This month Seattle’s Medical Records has reissued two classic LPs from the UK band Pram: 1993’s The Stars Are So Big, The Earth Is So Small…Stay As You Are and 1994’s Helium. Both LPs were originally released on the Too Pure label–which was also home to Stereolab, Mouse On Mars, and PJ Harvey at the time. Alongside these bands, Pram’s eclectic sound, varied instrumentation, and playful compositional approach would help to define the label’s singular, indie pop aesthetic during the mid-90’s.
Pram’s core members, vocalist/keyboardist Rosie Cuckston, multi-instrumentalist Matt Eaton, and drummer Andy Weir originally met as students in Harrogate, North Yorkshire, before assembling as a band in Birmingham. There they added bassist/multi-instrumentalist Samantha “Sam” Owen and keyboardist/sampler Max Simpson. Inspired by wide-ranging influences that included prog or “kraut” leaning bands like Can and Faust, as well as punkier acts like The Slits and The Raincoats, the core of their sound was formed around a love for old TV soundtracks, jazz and exotica, as well as a collection of toy instruments (including a homemade theremin). These Too Pure efforts also find Pram exploring dub and Latin influenced poly-rhythms, and many of the songs are centered around Rosie Cuckston’s child-like vocal delivery and disarming poetics.
The Stars Are So Big, The Earth Is So Small…Stay As You Are was the band’s first LP for Too Pure, and sessions included a trumpeter credited on the record as “The Verdigris Horn“. Album opener “Loco” bristles with a propulsive, post-punk energy, before The Stars Are So Big? shifts into a more pensive and exploratory mood. A dream-like drift hovers over subsequent tracks like “Radio Freak In A Storm“, “Loredo Venus“, and “Milky“.
Underpinned by kinetic polyrhythms and guided by Cuckston’s gentle and lilting vocal style, electronic and acoustic instrumentation provide surprising flourishes throughout. For instance, “Radio Freak In A Storm” comes complete with a theremin wig-out, while “Loredo Venus” is built around a heavily effected kick drum, before glockenspiel, organ, and sampler are added. The album’s pièce de résistance, though, is a 16-minute jazz-leaning cut called “In Dreams You Too Can Fly,” and it revealed the deep reservoir from which the band was drawing as it crafted it’s fascinating and left-of-field pop. Led by the “The Verdigris Horn” and simmering rhythms, Pram takes the long road here, and if it’s a dreamy night flight you’re after, this is sure to provide the perfect crepuscular soundtrack.

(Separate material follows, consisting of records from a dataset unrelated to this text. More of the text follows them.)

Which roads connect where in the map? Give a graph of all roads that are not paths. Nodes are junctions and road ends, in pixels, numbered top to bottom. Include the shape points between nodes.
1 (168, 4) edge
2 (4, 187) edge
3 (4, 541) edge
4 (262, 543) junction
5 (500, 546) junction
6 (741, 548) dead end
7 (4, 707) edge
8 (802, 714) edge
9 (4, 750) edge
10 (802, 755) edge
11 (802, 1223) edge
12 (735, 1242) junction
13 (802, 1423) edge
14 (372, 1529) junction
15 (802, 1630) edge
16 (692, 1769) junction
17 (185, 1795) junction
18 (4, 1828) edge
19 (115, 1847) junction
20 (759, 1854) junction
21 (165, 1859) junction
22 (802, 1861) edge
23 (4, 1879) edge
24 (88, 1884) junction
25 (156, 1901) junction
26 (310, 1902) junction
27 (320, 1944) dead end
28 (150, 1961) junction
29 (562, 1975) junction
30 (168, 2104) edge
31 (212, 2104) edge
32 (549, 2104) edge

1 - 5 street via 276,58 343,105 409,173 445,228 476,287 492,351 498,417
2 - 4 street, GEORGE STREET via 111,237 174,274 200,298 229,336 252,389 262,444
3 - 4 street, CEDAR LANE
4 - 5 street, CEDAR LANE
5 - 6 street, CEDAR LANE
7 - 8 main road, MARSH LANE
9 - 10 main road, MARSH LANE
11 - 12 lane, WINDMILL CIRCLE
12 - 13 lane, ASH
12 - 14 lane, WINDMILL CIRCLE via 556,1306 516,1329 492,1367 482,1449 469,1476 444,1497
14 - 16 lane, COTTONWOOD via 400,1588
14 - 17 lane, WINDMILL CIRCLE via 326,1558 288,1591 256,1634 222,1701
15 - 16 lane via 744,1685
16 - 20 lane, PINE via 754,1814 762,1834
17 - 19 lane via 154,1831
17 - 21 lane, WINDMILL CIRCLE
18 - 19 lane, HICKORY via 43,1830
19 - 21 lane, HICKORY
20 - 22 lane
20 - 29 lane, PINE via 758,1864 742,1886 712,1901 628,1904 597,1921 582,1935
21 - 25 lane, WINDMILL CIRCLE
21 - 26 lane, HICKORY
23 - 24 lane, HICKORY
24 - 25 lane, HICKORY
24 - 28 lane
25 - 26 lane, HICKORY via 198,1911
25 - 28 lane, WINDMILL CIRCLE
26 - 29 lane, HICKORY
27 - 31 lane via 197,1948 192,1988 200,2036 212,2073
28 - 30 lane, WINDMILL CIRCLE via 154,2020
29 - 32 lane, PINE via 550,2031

Helium would end up coming out in September of 1994 on Too Pure, following the group’s Meshes EP for the label, and it continued to cement Pram’s reputation as purveyors of far-out pop. Increasingly psychedelic and exotic, opening tracks like “Gravity“, “Dancing on a Star“, and “Nightwatch” all bubble with weirdness and intricate instrumentation. Pram’s child-like naivete can still be heard in Cuckston’s whimsical vocals and the band’s playful sonics, however, a track like “Things Left on the Pavement“–later accented by the singer’s barking howls–or sublime, strange numbers like “Little Angel, Little Monkey” and “Meshes in the Afternoon,” continue to add a real lysergic feel to the album.
While comparisons can definitely be drawn with a label mate like Stereolab, a group who also blended their love of vintage synthesizers with tastes for Brazilian, lounge, and kraut fueled psychedelic music, Pram’s approach and influences seem more deeply sublimated into the music and are harder to place. If you’re like me and you missed Pram on their first go-around, Medical Records’ re-issue of The Stars Are So Big… and Helium, on heavyweight vinyl with original album artwork and interview by Seattle Stranger music editor Dave Segal will be just the introduction you need.